Setelah sampai di dasar tangga, Roxa terbelalak sempurna. Sekujur tubuhnya terpaku di tempat. Netra emeraldnya mengedar dan berusaha untuk menangkap semua pemandangan yang ada.
Pertama, Roxa melihat lantai kotak-kotak berwarna hitam dan putih terbentang seperti sebuah papan catur raksasa. Lalu ia melihat awetan burung-burung mati yang bergelantungan dari kasau-kasau. Beberapa diawetkan dari bulu mereka yang gemerlapan, dan yang lainnya terkuliti hingga ke kerangkanya.
Roxa kemudian menoleh ke arah kanannya dan melihat serangkaian grafik daun yang diperinci dengan teliti; akar-akar, bunga-bunga, dan lukisan-lukisan anatomi.
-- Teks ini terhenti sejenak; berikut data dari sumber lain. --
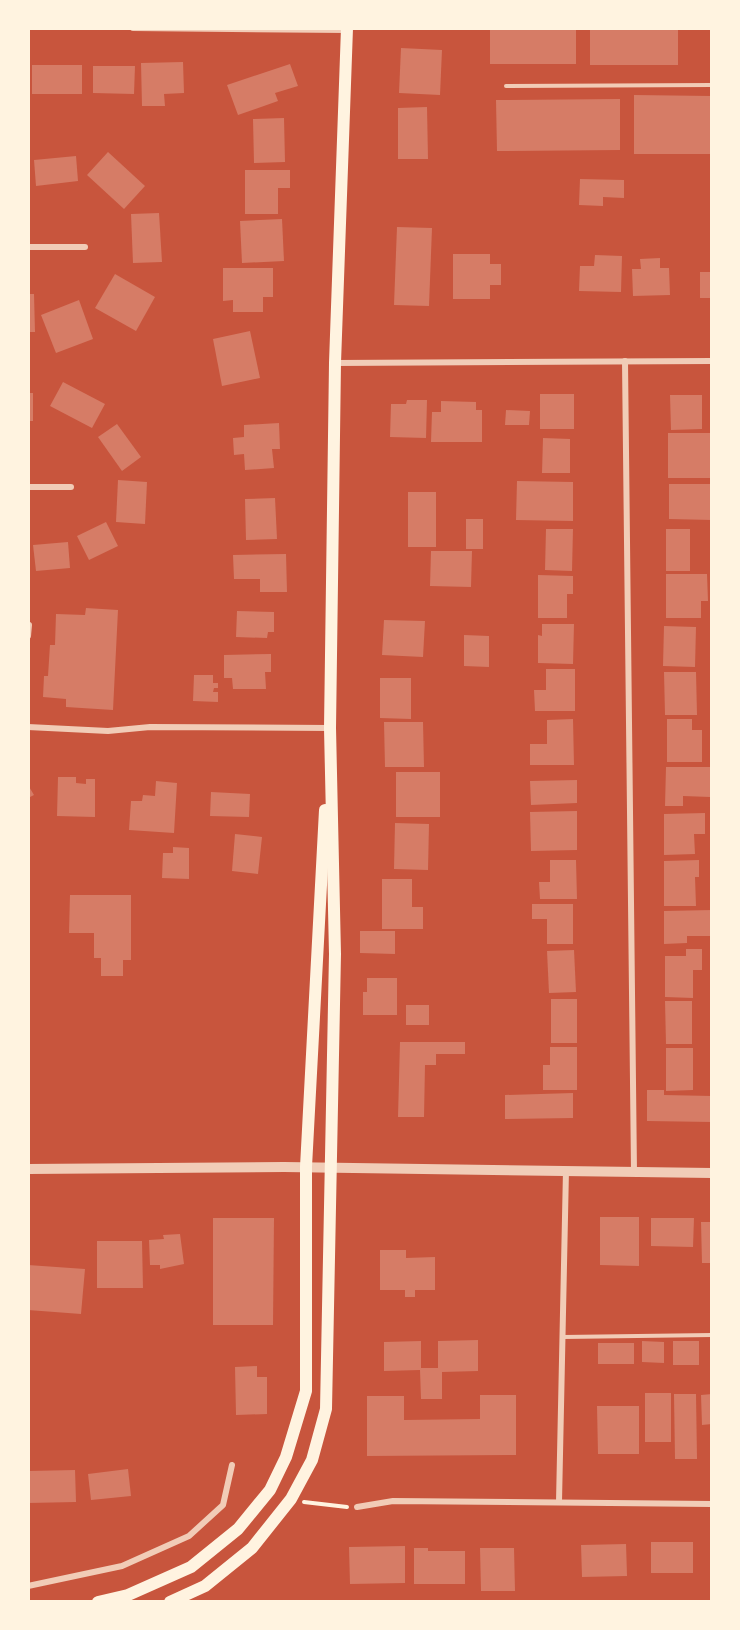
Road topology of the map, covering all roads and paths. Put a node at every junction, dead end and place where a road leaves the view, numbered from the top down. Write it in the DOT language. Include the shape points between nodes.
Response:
graph roads {
  1 [pos="133,28"];
  2 [pos="347,29"];
  3 [pos="506,86"];
  4 [pos="711,86"];
  5 [pos="28,246"];
  6 [pos="85,247"];
  7 [pos="625,361"];
  8 [pos="711,361"];
  9 [pos="335,363"];
  10 [pos="28,487"];
  11 [pos="71,487"];
  12 [pos="29,625"];
  13 [pos="28,636"];
  14 [pos="28,727"];
  15 [pos="330,728"];
  16 [pos="306,1167"];
  17 [pos="331,1167"];
  18 [pos="28,1170"];
  19 [pos="566,1170"];
  20 [pos="634,1172"];
  21 [pos="711,1173"];
  22 [pos="711,1335"];
  23 [pos="562,1337"];
  24 [pos="232,1465"];
  25 [pos="291,1500"];
  26 [pos="559,1502"];
  27 [pos="711,1503"];
  28 [pos="357,1507"];
  29 [pos="28,1586"];
  30 [pos="98,1602"];
  31 [pos="170,1602"];
  1 -- 2 [label="street"];
  2 -- 9 [label="main road"];
  3 -- 4 [label="lane"];
  5 -- 6 [label="street"];
  7 -- 8 [label="street"];
  7 -- 9 [label="street"];
  7 -- 20 [label="street"];
  9 -- 15 [label="main road"];
  10 -- 11 [label="street"];
  12 -- 13 [label="street"];
  14 -- 15 [label="street" via="108,731 150,727"];
  15 -- 16 [label="main road"];
  15 -- 17 [label="main road" via="335,954"];
  16 -- 17 [label="street"];
  16 -- 18 [label="street"];
  16 -- 30 [label="main road" via="306,1391 286,1457 270,1490 238,1529 191,1567 128,1595"];
  17 -- 19 [label="street"];
  17 -- 25 [label="main road" via="326,1409 312,1460"];
  19 -- 20 [label="street"];
  19 -- 23 [label="street"];
  20 -- 21 [label="street"];
  22 -- 23 [label="lane"];
  23 -- 26 [label="street"];
  24 -- 29 [label="street" via="223,1505 189,1536 122,1566"];
  25 -- 28 [label="path"];
  25 -- 31 [label="main road" via="252,1548 205,1586"];
  26 -- 27 [label="street"];
  26 -- 28 [label="street" via="393,1501"];
}
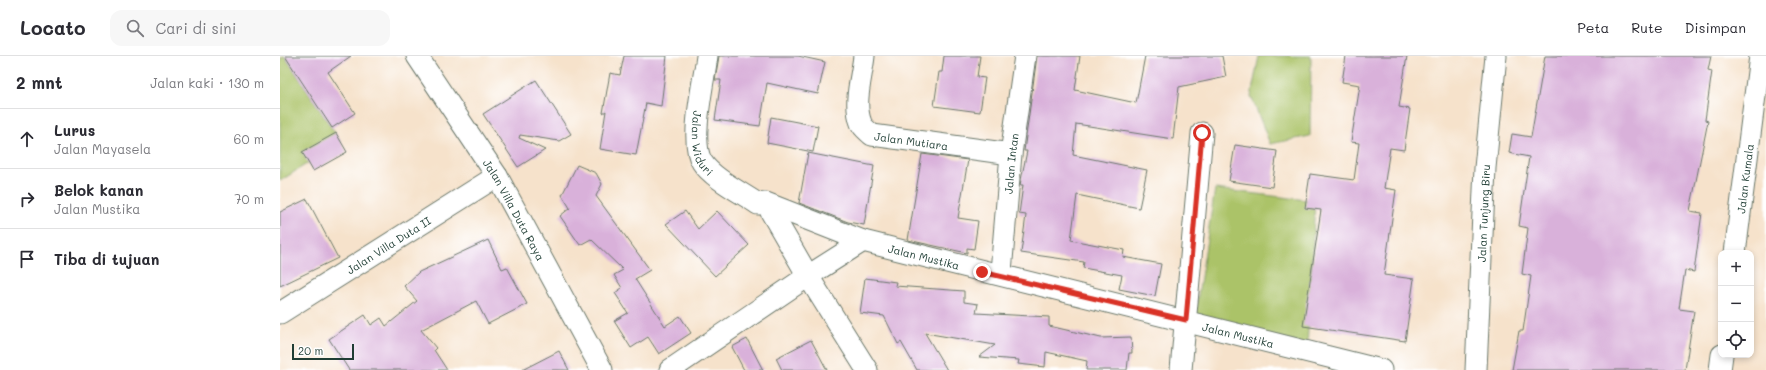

Di antara grafik-grafik itu, ada sebuah diagram tengkorak manusia dan sistem otot.
Pandangan gadis itu kemudian beralih pada ruang-ruang dinding yang terisi rak-rak dan laci-laci yang menjulang dari lantai hingga ke langit-langit. Sekumpulan awetan mamalia berjejer di atasnya. Seperti awetan kelinci bertelinga panjang, rubah, tupai, luak, dan seekor anak beruang.
Tidak hanya itu! Terlihat juga makhluk-makhluk yang berwujud tidak biasa; seekor monyet berwajah biru dan kepala binatang beruang tetapi bermotif belang-belang hitam putih menyerupai seekor zebra. Apakah mereka monster yang diawetkan?
‘Wah! Aku seperti berada di sebuah museum yang diisi berbagai hal luar biasa dan tidak masuk akal. Semua yang ada di sini seperti lambang kerja seumur hidup.’ Lagi dan lagi Roxa berdecak kagum dan tidak berhenti mengedarkan pandangan.
“Sampai kapan kau akan berdiri di situ?”
Roxa terdasar hingga pandangannya bersirobok kepada sosok pria tampan yang sudah menunggunya. Pria itu berdiri di samping kursi kayu mahoni yang kosong.
Axe menarik kedua sudut bibir, tersenyum jahat tetapi memikat, “Kemarilah! Aku akan mengobati lukamu.”